EXERCISE DIRECTIONS ▸ The expected answer is every line from the material below that has the word "dead".

─── STUDY MATERIAL

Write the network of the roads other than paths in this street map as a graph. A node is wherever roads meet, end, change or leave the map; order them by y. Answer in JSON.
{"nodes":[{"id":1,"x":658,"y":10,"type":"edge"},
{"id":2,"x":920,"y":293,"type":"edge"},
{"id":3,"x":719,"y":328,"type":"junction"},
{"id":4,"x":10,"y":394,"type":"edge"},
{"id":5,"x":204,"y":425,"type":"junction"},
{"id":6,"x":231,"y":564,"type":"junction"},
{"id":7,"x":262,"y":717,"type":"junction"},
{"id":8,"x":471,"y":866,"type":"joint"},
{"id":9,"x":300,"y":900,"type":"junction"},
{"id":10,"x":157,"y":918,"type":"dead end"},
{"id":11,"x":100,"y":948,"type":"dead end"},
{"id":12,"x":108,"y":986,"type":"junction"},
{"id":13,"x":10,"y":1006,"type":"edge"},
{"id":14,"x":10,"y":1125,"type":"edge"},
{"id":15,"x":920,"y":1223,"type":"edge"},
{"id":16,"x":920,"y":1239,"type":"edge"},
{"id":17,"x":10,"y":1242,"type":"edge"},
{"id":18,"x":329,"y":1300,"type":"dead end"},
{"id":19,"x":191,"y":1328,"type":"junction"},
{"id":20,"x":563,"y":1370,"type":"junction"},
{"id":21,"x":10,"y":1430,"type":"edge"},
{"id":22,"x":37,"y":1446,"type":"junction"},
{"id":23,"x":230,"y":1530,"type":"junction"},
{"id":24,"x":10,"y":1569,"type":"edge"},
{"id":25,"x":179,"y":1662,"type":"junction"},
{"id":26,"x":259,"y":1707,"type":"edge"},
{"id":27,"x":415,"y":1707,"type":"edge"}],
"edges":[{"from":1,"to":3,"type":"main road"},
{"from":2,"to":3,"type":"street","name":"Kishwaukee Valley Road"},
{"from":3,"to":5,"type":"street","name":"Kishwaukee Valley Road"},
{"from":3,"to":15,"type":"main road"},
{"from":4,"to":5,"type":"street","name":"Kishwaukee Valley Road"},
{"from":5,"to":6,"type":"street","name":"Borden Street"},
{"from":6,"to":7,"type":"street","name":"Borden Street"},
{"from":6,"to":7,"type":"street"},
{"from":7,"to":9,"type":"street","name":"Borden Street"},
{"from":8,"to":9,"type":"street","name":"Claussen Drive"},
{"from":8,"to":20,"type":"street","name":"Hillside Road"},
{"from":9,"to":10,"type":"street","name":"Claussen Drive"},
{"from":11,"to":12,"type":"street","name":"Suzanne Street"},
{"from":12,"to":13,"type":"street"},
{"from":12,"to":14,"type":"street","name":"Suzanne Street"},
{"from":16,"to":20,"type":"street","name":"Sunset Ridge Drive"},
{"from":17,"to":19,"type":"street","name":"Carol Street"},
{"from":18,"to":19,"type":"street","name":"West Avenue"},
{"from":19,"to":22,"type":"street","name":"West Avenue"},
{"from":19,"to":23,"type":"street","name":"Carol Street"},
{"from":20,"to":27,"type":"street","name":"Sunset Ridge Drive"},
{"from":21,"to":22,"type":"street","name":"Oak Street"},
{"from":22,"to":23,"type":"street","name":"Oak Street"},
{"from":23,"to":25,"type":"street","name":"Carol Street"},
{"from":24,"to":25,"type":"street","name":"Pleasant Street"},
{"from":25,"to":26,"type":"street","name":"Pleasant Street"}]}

──────

FINISHED TASK ▸
{"id":10,"x":157,"y":918,"type":"dead end"},
{"id":11,"x":100,"y":948,"type":"dead end"},
{"id":18,"x":329,"y":1300,"type":"dead end"},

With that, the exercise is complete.